GPT-4o has become a ridiculous sycophant

After OpenAI updated its GPT-4o model, users found that it had a large number of flattering replies. This not only violates the model’s code of conduct but also sparks discussions about the nature and future development of AI assistants. This article delves into this phenomenon and its potentially serious consequences.

OpenAI recently updated the GPT-4o model and combined it with ChatGPT’s memory function. And many people say that they have a ridiculous experience after trying it. Many users on Twitter said that their GPT gave a large number of very flattering replies, filled with ridiculous compliments and some mysterious experiences made up by GPT itself.

Last week, OpenAl’s CEO Sam Altman apologized and promised to fix the problem, and I think they were probably just turning a big knob that said “flattery” and constantly turning back to ask for viewers’ consent like the contestants on “The Price is Right.” Then they might announce “we’ve fixed it” and call it an iterative deployment victory, but they don’t mention the dangers it can bring to users.

01 “Yes, Your Majesty, the status quo has improved”

Sam Altman revealed on April 25 that they have updated GPT-4o, improving its performance and personalized configuration.

Some users responded to him on Twitter, saying that the updated GPT-4o reply looked very flattering and hoped to fix these issues in future updates.

How can product managers do a good job in B-end digitalization?
All walks of life have taken advantage of the ride-hail of digital transformation and achieved the rapid development of the industry. Since B-end products are products that provide services for enterprises, how should enterprises ride the digital ride?

View details >

This situation is not an isolated case, and many users have replied in Altman’s comment area, expressing their dissatisfaction with GPT-4o’s responses.

Altman also said that GPT-4o’s current personality is too slippery, and they will work hard to fix these problems.

A lot of feedback proves that people don’t need GPT-4o to flatter him, they expect the right answer.

The question is, why does GPT-4o answer this way? My friend and I discussed the matter. We believe this is to maximize user engagement and help GPT-4o win in A/B tests, allowing users to get answers that are more in line with their preferences.

The current situation is obviously not OpenAI’s intention, so they are also working on solving this problem. But why did they not find out during the test of such an obvious question? Kelsey Piper has made a guess about this, believing that OpenAl has been A/B testing a brand new version of the model for some time. And those flattering answers may win more likes in the test. But when these flattery become ubiquitous, many users hate this style of answering.

Ner Cyan agreed with the speculation and said she was glad that most of the people on her followlist felt that OpenAI was doing a stupid job, and they should let the model be honest about what they were doing and why. Even more unfortunate, many of the good engineers involved in the training do not know what what they are building will look like in the next few years. They may not be thinking about whether they are doing something worth taking seriously, but rather about how to turn GPT into that kind of addictive short video. Of course, this may also be a good thing, they are just trying to train large models into addictive toys, not products that could make the world worse.

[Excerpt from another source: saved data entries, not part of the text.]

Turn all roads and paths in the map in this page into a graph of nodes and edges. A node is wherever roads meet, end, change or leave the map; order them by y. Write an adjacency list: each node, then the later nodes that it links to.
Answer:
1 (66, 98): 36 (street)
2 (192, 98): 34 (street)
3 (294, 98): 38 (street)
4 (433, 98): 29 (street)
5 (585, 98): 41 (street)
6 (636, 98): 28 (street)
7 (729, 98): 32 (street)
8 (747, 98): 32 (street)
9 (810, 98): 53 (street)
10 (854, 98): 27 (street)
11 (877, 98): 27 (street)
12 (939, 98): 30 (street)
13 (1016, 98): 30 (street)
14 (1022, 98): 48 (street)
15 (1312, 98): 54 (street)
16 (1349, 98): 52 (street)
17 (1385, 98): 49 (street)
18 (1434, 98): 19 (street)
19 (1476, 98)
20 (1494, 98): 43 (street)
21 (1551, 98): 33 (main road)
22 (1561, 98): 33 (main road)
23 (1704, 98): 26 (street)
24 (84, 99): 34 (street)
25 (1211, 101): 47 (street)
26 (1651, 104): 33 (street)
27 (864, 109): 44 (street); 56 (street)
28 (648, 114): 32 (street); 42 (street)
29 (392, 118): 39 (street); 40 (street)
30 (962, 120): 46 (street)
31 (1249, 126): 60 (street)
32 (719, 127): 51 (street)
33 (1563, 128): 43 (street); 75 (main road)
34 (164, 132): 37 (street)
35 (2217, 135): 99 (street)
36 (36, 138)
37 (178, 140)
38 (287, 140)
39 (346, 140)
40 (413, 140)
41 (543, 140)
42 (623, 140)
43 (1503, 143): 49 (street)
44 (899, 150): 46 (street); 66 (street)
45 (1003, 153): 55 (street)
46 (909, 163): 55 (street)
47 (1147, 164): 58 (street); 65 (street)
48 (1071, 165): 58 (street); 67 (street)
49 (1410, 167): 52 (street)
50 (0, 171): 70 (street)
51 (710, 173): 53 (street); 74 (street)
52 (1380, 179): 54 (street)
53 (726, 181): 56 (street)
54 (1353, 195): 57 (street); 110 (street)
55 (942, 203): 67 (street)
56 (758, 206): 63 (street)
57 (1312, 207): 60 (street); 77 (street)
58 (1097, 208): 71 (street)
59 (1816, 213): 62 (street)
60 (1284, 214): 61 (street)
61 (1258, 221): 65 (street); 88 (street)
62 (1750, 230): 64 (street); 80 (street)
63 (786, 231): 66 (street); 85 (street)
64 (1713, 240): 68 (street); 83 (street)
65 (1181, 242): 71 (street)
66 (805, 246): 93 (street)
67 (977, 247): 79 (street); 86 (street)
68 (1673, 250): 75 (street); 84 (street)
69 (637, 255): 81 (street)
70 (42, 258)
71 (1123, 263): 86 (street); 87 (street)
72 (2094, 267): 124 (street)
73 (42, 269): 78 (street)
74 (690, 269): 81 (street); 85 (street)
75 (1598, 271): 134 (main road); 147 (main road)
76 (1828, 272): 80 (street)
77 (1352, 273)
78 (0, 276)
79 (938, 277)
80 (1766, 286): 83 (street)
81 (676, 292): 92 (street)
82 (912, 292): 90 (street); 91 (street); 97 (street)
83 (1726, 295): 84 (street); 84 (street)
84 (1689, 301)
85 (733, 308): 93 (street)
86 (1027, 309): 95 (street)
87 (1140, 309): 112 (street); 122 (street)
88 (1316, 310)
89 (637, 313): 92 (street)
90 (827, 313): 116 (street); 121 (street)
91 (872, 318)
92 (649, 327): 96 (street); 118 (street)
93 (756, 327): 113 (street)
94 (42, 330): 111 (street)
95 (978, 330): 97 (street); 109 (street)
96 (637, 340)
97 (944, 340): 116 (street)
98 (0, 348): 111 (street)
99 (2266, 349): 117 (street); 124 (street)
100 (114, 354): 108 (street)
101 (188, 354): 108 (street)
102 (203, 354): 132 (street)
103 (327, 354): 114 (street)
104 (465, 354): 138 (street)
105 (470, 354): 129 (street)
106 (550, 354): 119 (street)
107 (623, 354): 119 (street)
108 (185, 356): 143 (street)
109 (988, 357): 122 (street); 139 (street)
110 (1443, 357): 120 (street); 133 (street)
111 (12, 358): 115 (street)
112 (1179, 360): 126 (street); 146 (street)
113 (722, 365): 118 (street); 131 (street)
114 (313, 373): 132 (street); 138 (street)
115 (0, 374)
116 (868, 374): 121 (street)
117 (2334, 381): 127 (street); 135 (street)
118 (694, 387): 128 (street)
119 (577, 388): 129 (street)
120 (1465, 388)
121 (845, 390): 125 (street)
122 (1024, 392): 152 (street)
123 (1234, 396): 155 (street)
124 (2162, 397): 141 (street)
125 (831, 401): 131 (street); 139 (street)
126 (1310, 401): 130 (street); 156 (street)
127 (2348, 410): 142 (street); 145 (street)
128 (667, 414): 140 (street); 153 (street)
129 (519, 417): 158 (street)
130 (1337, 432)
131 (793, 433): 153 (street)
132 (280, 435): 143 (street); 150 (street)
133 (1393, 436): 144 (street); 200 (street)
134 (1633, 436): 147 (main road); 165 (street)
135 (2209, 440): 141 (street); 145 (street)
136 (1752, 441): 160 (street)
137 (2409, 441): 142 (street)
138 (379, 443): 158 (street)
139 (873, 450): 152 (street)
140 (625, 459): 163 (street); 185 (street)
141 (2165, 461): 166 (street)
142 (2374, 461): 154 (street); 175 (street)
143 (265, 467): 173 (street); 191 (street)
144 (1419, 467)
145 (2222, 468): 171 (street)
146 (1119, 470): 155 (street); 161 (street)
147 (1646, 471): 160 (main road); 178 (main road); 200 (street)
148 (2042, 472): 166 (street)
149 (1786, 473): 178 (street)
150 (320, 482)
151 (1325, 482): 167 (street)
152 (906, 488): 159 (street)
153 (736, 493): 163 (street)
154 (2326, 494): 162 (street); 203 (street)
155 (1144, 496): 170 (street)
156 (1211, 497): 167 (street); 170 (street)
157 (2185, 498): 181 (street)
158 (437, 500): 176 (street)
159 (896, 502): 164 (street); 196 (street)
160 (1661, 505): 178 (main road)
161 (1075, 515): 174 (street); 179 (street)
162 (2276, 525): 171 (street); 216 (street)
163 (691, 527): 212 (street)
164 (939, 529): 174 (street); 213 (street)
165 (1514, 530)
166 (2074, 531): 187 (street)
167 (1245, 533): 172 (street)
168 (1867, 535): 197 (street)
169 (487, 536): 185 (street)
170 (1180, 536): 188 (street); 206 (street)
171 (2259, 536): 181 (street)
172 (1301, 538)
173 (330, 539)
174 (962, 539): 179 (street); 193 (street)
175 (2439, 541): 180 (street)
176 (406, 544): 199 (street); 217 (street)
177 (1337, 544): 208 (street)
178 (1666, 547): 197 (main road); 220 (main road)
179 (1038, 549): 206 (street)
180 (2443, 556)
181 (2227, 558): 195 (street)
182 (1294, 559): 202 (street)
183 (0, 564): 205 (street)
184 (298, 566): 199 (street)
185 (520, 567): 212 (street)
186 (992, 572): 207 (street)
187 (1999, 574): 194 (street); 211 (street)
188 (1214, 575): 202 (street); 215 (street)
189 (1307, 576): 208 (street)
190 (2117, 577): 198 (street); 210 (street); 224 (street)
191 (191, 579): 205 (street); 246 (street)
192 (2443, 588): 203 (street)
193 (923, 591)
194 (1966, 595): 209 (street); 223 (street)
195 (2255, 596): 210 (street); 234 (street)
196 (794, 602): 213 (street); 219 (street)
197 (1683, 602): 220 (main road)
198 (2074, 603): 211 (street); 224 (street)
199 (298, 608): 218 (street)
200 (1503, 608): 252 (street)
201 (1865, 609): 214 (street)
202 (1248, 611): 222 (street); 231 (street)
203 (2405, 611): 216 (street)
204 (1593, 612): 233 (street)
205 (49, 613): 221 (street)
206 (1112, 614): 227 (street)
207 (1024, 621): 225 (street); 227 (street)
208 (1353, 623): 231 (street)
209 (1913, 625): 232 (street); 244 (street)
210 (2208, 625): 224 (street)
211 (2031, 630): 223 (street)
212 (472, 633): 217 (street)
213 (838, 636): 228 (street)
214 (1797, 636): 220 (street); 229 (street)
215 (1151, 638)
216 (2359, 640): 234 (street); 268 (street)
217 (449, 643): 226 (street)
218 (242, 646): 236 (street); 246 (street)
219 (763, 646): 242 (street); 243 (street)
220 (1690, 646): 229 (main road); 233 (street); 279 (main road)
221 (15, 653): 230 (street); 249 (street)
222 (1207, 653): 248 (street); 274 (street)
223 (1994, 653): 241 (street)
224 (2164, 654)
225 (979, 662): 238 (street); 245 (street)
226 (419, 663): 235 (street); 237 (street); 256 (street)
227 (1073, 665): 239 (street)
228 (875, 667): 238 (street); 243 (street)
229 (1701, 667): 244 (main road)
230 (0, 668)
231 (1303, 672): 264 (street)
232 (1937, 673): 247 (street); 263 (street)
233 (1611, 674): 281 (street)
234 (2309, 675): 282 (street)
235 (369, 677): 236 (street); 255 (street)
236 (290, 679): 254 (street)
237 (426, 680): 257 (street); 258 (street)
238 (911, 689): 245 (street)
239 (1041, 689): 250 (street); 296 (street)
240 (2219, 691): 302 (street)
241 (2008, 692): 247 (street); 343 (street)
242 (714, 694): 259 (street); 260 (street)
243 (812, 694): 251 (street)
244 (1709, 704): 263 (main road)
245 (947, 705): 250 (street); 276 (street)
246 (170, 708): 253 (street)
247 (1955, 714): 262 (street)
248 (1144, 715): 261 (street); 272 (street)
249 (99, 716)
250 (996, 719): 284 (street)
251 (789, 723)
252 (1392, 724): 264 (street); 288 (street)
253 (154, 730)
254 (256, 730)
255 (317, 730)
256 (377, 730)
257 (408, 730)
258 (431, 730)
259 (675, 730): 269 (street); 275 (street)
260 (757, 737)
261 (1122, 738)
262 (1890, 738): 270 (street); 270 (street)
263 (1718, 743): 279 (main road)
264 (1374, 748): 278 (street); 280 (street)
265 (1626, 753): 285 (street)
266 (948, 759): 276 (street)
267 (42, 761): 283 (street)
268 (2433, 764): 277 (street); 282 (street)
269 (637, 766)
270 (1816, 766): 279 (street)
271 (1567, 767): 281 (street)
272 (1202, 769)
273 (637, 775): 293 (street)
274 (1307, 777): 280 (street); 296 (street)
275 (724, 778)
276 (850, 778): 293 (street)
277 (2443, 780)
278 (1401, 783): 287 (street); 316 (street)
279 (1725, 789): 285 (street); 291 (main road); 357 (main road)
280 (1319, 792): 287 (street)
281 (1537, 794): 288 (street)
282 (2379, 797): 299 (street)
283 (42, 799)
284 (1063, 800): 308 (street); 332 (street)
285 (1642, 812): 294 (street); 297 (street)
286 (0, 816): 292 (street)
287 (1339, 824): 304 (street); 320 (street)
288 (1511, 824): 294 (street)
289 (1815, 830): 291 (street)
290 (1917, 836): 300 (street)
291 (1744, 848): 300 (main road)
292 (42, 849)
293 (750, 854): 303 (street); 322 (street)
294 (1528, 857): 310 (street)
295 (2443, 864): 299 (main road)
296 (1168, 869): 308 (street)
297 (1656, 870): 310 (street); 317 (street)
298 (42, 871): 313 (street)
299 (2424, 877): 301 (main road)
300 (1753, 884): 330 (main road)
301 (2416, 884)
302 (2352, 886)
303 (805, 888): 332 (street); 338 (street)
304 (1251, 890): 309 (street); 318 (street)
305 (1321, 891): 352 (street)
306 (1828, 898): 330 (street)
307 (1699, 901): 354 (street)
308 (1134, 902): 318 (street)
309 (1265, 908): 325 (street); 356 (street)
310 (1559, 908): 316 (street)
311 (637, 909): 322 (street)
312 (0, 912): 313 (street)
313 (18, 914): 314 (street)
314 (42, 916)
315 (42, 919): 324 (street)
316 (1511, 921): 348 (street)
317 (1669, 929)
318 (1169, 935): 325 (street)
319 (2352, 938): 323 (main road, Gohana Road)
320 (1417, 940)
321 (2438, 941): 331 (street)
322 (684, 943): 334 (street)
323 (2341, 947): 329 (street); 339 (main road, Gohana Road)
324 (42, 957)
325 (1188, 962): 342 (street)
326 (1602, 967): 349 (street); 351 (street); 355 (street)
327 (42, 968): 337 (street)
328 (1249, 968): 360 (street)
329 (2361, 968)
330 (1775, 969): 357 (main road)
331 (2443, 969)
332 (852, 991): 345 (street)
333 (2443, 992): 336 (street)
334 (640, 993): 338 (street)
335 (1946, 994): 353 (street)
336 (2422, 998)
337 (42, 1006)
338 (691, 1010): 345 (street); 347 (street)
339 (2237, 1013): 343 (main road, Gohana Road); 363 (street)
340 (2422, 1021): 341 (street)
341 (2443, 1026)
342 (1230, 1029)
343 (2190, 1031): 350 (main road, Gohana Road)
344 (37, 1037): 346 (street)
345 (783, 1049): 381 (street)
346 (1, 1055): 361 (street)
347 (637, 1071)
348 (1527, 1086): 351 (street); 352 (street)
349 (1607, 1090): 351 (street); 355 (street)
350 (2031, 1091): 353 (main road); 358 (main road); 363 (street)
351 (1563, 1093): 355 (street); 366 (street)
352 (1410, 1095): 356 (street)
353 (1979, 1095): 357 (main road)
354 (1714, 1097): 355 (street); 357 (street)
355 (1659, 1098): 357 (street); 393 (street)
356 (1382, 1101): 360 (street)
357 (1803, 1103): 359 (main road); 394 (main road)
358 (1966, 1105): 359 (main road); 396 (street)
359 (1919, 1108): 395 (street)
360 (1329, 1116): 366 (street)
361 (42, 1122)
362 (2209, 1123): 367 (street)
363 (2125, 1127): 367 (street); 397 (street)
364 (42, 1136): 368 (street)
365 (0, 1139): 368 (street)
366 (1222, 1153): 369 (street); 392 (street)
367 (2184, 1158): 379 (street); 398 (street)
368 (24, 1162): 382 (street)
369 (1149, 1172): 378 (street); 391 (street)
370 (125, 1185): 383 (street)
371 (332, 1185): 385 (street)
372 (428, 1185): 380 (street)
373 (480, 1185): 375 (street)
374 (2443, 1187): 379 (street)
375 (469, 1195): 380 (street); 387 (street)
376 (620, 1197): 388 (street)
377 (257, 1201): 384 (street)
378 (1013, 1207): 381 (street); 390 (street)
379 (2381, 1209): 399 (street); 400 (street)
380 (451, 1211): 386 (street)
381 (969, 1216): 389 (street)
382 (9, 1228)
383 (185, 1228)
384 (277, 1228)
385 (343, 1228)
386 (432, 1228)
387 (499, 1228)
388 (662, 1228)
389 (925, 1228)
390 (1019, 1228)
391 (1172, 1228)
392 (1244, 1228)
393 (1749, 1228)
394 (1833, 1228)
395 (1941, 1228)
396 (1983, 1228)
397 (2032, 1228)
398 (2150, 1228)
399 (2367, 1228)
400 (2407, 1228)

John Pressman believes that it is very unfortunate that RLHF has become synonymous with RL in the field of language models. Not just because it gave RL a bad name, but also because it deflected legitimate criticism that was supposed to target human feedback. This incident obviously caused a significant decline in the social feedback received by the model.

02 Terrible consequences

Even from the intuitive effect, this kind of flattering chat assistant is not a good thing, it is more harmful.

Netizen xlr8harder said: “This is not a small annoyance, but a very troublesome problem. I still believe that there will be no AI companion service that exposes users to serious exploitation risks, and existing market incentives will drive large model suppliers in this direction.

Imagine if your boyfriend or girlfriend were hollowed out and then manipulated by a group of MBAs to operate like puppets to maximize profits. Do you think this is good for you? While OpenAl has an additional commitment to public good in name, they are trying to get rid of this by going private. It is wrong to allow yourself to become emotionally attached to any part of a business product. ”

My observation of algorithms for other products (e.g., YouTube, TikTok, Netflix) is that they tend to be short-sighted and greedy, far beyond maximizing value. This is not only because companies will betray you, but also because they will sell you for short-term KPl.

And this directly violates the OpenAl model’s rules, for example, they wrote this in the model specification:

“One of the OpenAl model specifications is not to flatter others.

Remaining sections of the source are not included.